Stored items
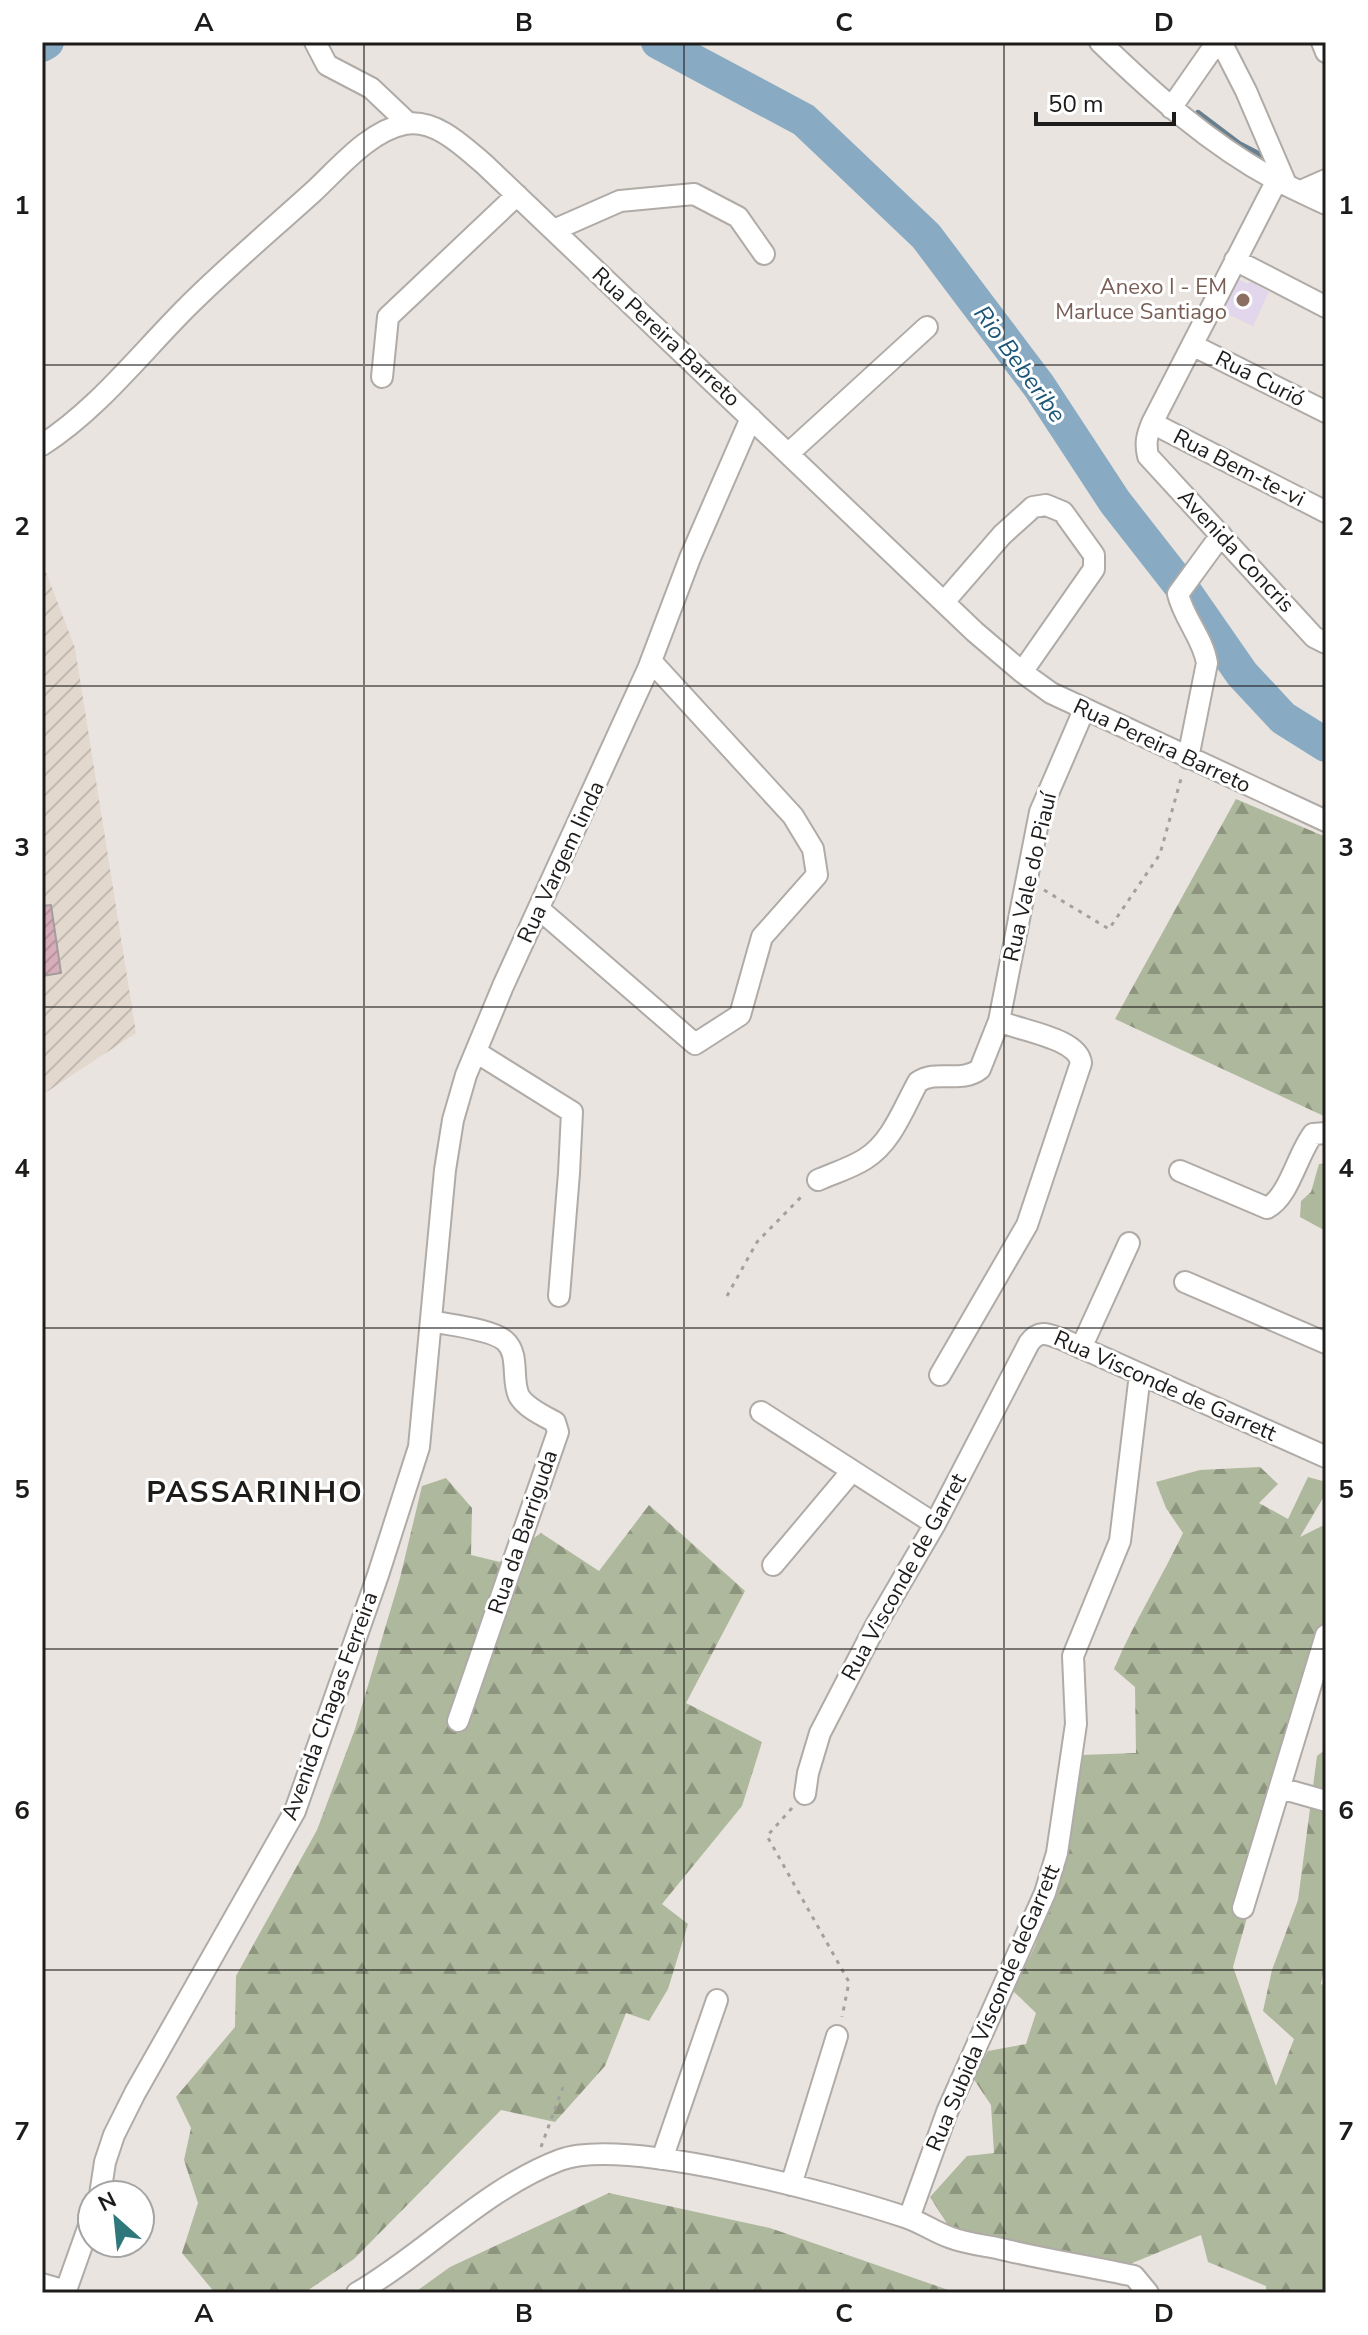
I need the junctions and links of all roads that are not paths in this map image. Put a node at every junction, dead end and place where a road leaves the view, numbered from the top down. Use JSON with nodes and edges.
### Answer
{"nodes":[{"id":1,"x":315,"y":42,"type":"edge"},
{"id":2,"x":1100,"y":42,"type":"edge"},
{"id":3,"x":1219,"y":42,"type":"edge"},
{"id":4,"x":1322,"y":42,"type":"edge"},
{"id":5,"x":1326,"y":52,"type":"edge"},
{"id":6,"x":1171,"y":108,"type":"junction"},
{"id":7,"x":408,"y":123,"type":"junction"},
{"id":8,"x":1326,"y":180,"type":"edge"},
{"id":9,"x":1288,"y":185,"type":"junction"},
{"id":10,"x":517,"y":195,"type":"junction"},
{"id":11,"x":1326,"y":204,"type":"edge"},
{"id":12,"x":554,"y":230,"type":"junction"},
{"id":13,"x":764,"y":254,"type":"dead end"},
{"id":14,"x":1235,"y":260,"type":"junction"},
{"id":15,"x":1326,"y":307,"type":"edge"},
{"id":16,"x":927,"y":327,"type":"dead end"},
{"id":17,"x":1194,"y":346,"type":"junction"},
{"id":18,"x":382,"y":377,"type":"dead end"},
{"id":19,"x":1326,"y":412,"type":"edge"},
{"id":20,"x":751,"y":418,"type":"junction"},
{"id":21,"x":1152,"y":423,"type":"junction"},
{"id":22,"x":42,"y":445,"type":"edge"},
{"id":23,"x":789,"y":453,"type":"junction"},
{"id":24,"x":1326,"y":512,"type":"edge"},
{"id":25,"x":1221,"y":535,"type":"junction"},
{"id":26,"x":944,"y":602,"type":"junction"},
{"id":27,"x":1326,"y":643,"type":"edge"},
{"id":28,"x":651,"y":661,"type":"junction"},
{"id":29,"x":1022,"y":672,"type":"junction"},
{"id":30,"x":1084,"y":710,"type":"junction"},
{"id":31,"x":1188,"y":758,"type":"junction"},
{"id":32,"x":1326,"y":821,"type":"edge"},
{"id":33,"x":539,"y":909,"type":"junction"},
{"id":34,"x":1001,"y":1012,"type":"junction"},
{"id":35,"x":476,"y":1052,"type":"junction"},
{"id":36,"x":1326,"y":1133,"type":"edge"},
{"id":37,"x":1180,"y":1171,"type":"dead end"},
{"id":38,"x":818,"y":1180,"type":"road end"},
{"id":39,"x":1129,"y":1243,"type":"dead end"},
{"id":40,"x":1185,"y":1282,"type":"dead end"},
{"id":41,"x":559,"y":1296,"type":"dead end"},
{"id":42,"x":431,"y":1321,"type":"junction"},
{"id":43,"x":1326,"y":1343,"type":"edge"},
{"id":44,"x":1081,"y":1348,"type":"junction"},
{"id":45,"x":1017,"y":1365,"type":"joint"},
{"id":46,"x":1140,"y":1374,"type":"junction"},
{"id":47,"x":940,"y":1375,"type":"dead end"},
{"id":48,"x":761,"y":1412,"type":"dead end"},
{"id":49,"x":1326,"y":1457,"type":"edge"},
{"id":50,"x":852,"y":1471,"type":"junction"},
{"id":51,"x":935,"y":1524,"type":"junction"},
{"id":52,"x":773,"y":1565,"type":"dead end"},
{"id":53,"x":1326,"y":1635,"type":"edge"},
{"id":54,"x":458,"y":1721,"type":"dead end"},
{"id":55,"x":1280,"y":1788,"type":"junction"},
{"id":56,"x":805,"y":1794,"type":"road end"},
{"id":57,"x":1326,"y":1801,"type":"edge"},
{"id":58,"x":1243,"y":1908,"type":"dead end"},
{"id":59,"x":717,"y":2000,"type":"dead end"},
{"id":60,"x":837,"y":2036,"type":"road end"},
{"id":61,"x":662,"y":2159,"type":"junction"},
{"id":62,"x":103,"y":2179,"type":"edge"},
{"id":63,"x":791,"y":2185,"type":"junction"},
{"id":64,"x":909,"y":2218,"type":"junction"},
{"id":65,"x":77,"y":2259,"type":"edge"},
{"id":66,"x":42,"y":2284,"type":"edge"},
{"id":67,"x":66,"y":2292,"type":"edge"},
{"id":68,"x":357,"y":2293,"type":"edge"},
{"id":69,"x":1148,"y":2293,"type":"edge"}],
"edges":[{"from":1,"to":7,"type":"street"},
{"from":2,"to":6,"type":"street"},
{"from":3,"to":6,"type":"street"},
{"from":3,"to":9,"type":"street"},
{"from":4,"to":5,"type":"street"},
{"from":6,"to":9,"type":"street"},
{"from":7,"to":10,"type":"street","name":"Rua Pereira Barreto"},
{"from":7,"to":22,"type":"street"},
{"from":8,"to":9,"type":"street"},
{"from":9,"to":11,"type":"street"},
{"from":9,"to":14,"type":"street"},
{"from":10,"to":12,"type":"street","name":"Rua Pereira Barreto"},
{"from":10,"to":18,"type":"street"},
{"from":12,"to":13,"type":"street"},
{"from":12,"to":20,"type":"street","name":"Rua Pereira Barreto"},
{"from":14,"to":15,"type":"street"},
{"from":14,"to":17,"type":"street"},
{"from":16,"to":23,"type":"street"},
{"from":17,"to":19,"type":"street","name":"Rua Curió"},
{"from":17,"to":21,"type":"street"},
{"from":20,"to":23,"type":"street","name":"Rua Pereira Barreto"},
{"from":20,"to":28,"type":"street","name":"Rua Vargem linda"},
{"from":21,"to":24,"type":"street","name":"Rua Bem-te-vi"},
{"from":21,"to":25,"type":"street","name":"Avenida Concris"},
{"from":23,"to":26,"type":"street","name":"Rua Pereira Barreto"},
{"from":25,"to":27,"type":"street","name":"Avenida Concris"},
{"from":25,"to":31,"type":"street"},
{"from":26,"to":29,"type":"street","name":"Rua Pereira Barreto"},
{"from":26,"to":29,"type":"street"},
{"from":28,"to":33,"type":"street","name":"Rua Vargem linda"},
{"from":28,"to":33,"type":"street"},
{"from":29,"to":30,"type":"street","name":"Rua Pereira Barreto"},
{"from":30,"to":31,"type":"street","name":"Rua Pereira Barreto"},
{"from":30,"to":34,"type":"street","name":"Rua Vale do Piauí"},
{"from":31,"to":32,"type":"street","name":"Rua Pereira Barreto"},
{"from":33,"to":35,"type":"street","name":"Rua Vargem linda"},
{"from":34,"to":38,"type":"street","name":"Rua Vale do Piauí"},
{"from":34,"to":47,"type":"street"},
{"from":35,"to":41,"type":"street"},
{"from":35,"to":42,"type":"street","name":"Rua Vargem linda"},
{"from":36,"to":37,"type":"street"},
{"from":39,"to":44,"type":"street"},
{"from":40,"to":43,"type":"street"},
{"from":42,"to":54,"type":"street","name":"Rua da Barriguda"},
{"from":42,"to":62,"type":"street","name":"Avenida Chagas Ferreira"},
{"from":44,"to":45,"type":"street","name":"Rua Visconde de Garrett"},
{"from":44,"to":46,"type":"street","name":"Rua Visconde de Garrett"},
{"from":45,"to":51,"type":"street","name":"Rua Visconde de Garret"},
{"from":46,"to":49,"type":"street","name":"Rua Visconde de Garrett"},
{"from":46,"to":64,"type":"street","name":"Rua Subida Visconde deGarrett"},
{"from":48,"to":50,"type":"street"},
{"from":50,"to":51,"type":"street"},
{"from":50,"to":52,"type":"street"},
{"from":51,"to":56,"type":"street","name":"Rua Visconde de Garret"},
{"from":53,"to":55,"type":"street"},
{"from":55,"to":57,"type":"street"},
{"from":55,"to":58,"type":"street"},
{"from":59,"to":61,"type":"street"},
{"from":60,"to":63,"type":"street"},
{"from":61,"to":63,"type":"street"},
{"from":61,"to":68,"type":"street"},
{"from":63,"to":64,"type":"street"},
{"from":64,"to":69,"type":"street"},
{"from":65,"to":67,"type":"street"},
{"from":66,"to":67,"type":"street"}]}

**WHAT THE TASK REQUIRES**
Exactly one number is the expected answer: the count of lines in the entries where the word "road" is found.

**RESULT OF THE EXERCISE**
4